Ils discutèrent un peu, puis, l'on entendit gueuler l'abbé de tout son souc. Il appelait son second, le prieur, et le priait de venir me chercher. Je m'occupais alors des Buglosses bleues et des Lycoris Radiata blanches que le père avait soutenu à planter dans la cour, et auxquelles je ne trouvais rien, sinon une harmonie glaçante. Le prieur accouru vers moi, dépassa le cloître et se tint à mes côtés un moment, avant de mettre sa main sur mon épaule, et de me chuchoter amèrement :
<< — Il faut que tu viennes avec moi. >>
Je lui emboîtai le pas, sans comprendre. Il me fit passer par les cuisines, où il prit une outre de vin, une autre d'eau, quelques miches de pains, des fruits secs et du fromage jauni qu'il disposa soigneusement dans un sac de toile. Puis il me fit sortir du monastère et m'amena vers l'abbé Gràtia. Je sentis ses yeux gris. Ils suivirent avec une attention particulière chacun de mes mouvements. Lorsque j'arrivai à ses côtés, je me rendis comte de la présence du petit seigneur, que je connaissais depuis peu sous le nom de Lupi Saevi, seigneur de Bourroches et de ses environs. Il avait l'air anxieux, et je m'étonnai à pouvoir lire aussi facilement sur son visage. Je le vis, qui empoignait fermement la poignée de son épée, accrochée à sa ceinture.
*
< — Tu vas pouvoir partir pour ta première prêche, mon fils, dit-il tout d'abord d'un ton presque joyeux, ses sourcils bruns se froncèrent alors.

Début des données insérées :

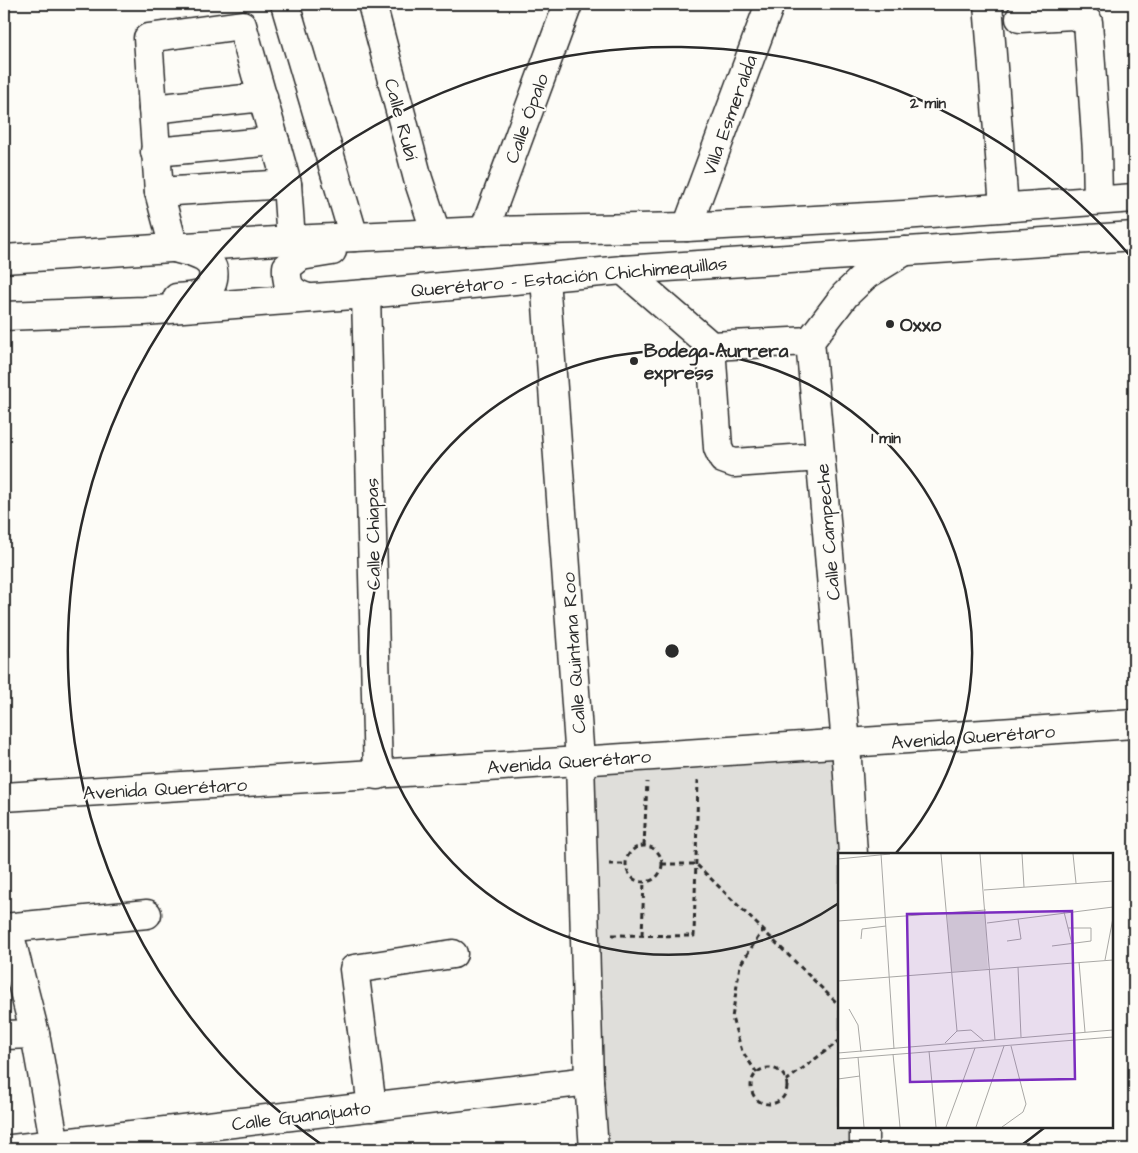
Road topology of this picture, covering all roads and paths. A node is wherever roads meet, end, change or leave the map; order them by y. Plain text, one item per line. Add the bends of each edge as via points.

Et tu es bien chanceux ! C'est pour Revana que tu pars, et ce, dès maintenant ! Mon prieur s'assurera de ta réussite en te guidant jusqu'à la capitale, continua l'abbé en lançant un signe de tête à son second. Mais, le seigneur Saevi va tout d'abord t'accompagner jusqu'à son château, où il vous donnera quelques affaires qui vous seront nécessaires ! Les routes sont dangereuses après tout, conclu-t-il en regardant le petit homme. Hortus, je te souhaites de ramener sur le bon chemin, le plus grand nombre d'âmes en déroute et de revenir au monastère, sain et sauf.
— Mais, vous savez que je ne suis pas très bon pour cela ... poursuivais-je, la mine abattue.
— La vie est un éternel commencement mon fils ! Tu vas apprendre, ne t'inquiètes pas, fît-il comme pour clore la discussion. Je ne pouvais pas partir de cette façon.
— Puis-je passer par le cimetière, avant d'arpenter les routes ? tentais-je d'un regard implorant pitié.
— Tu peux, termina-t-il. >>
Il rentrait ensuite à la chapelle, ses pas suivant une lente cadence, et je le vis s'éloigner, de dos, de plus en plus. Alors le seigneur Saevi s'approcha de moi :
<< — On va t'accompagner au cimetière, dit-il en me regardant d'en bas. >>
J'acceptai, même si je pus comprendre que je n'avais pas le choix. Sur le chemin, serpentant entre les vignes jusqu'à la Riverra, j'appris que le prieur s'appelait comme moi, Alaric. Cela me surprit un peu et lorsque, joyeux comme j'étais quand je lui dis que cela nous faisait un point commun, il me répondit qu'il le savait déjà. Ne sachant quelle attitude adopter , car personne n'était au courant, à part l'abbé, je me murai dans un silence qui convenait à mes gardiens.